Some criticisms that came along all fronts included ones about the lack of an SD card slot for upgrading storage space and the fact that there is no removable battery. What's also interesting is that wireless charging is not included either. This is particularly strange considering the non-removable battery. Many smartphone manufacturers either give you a removable battery or give you wireless charging. Rarely do they take away both.

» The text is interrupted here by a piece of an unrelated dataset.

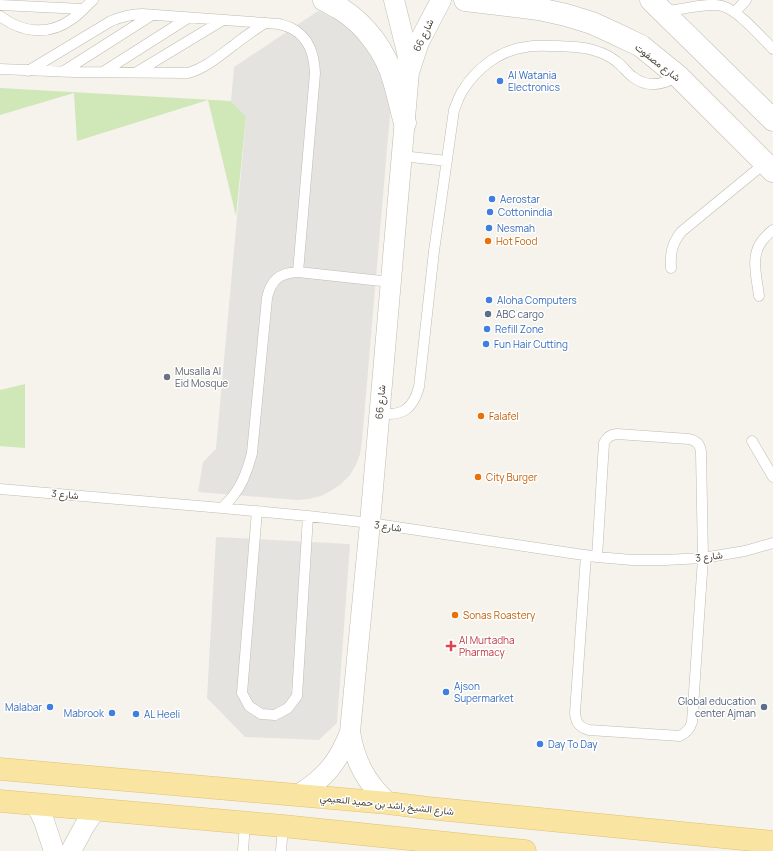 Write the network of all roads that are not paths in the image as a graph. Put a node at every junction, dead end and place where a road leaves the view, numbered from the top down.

Specifications include: Bluetooth 4.2; 802.11 a, b, g, n, n 5GHz, ac WiFi; reversible USB Type-C; Qualcomm Snapdragon 810 MSM8994 chip, Octa-Core 2,000 MHz ARM Cortex-A53 or ARM Cortex A-57 64-bit processor; Ardeno 430 graphics; 8MP camera and either 32GB or 64GB of storage space. However, specs seem to becoming less important to average users who are more interested in all the pretty bells and whistles that a phone has to offer. The Xperia line from Sony is a perfect example of a smartphone that looks really good on a spec sheet but doesn't sell as well as it should because it's not as fancy as others.
The Nexus 6P is a great smartphone and a great looking one as well. Android enthusiasts will love it, iPhone users will be indifferent towards it, and average smartphone users will definitely find something about it to love. The 34GB model will run you $499 with the 64GB model running you $549.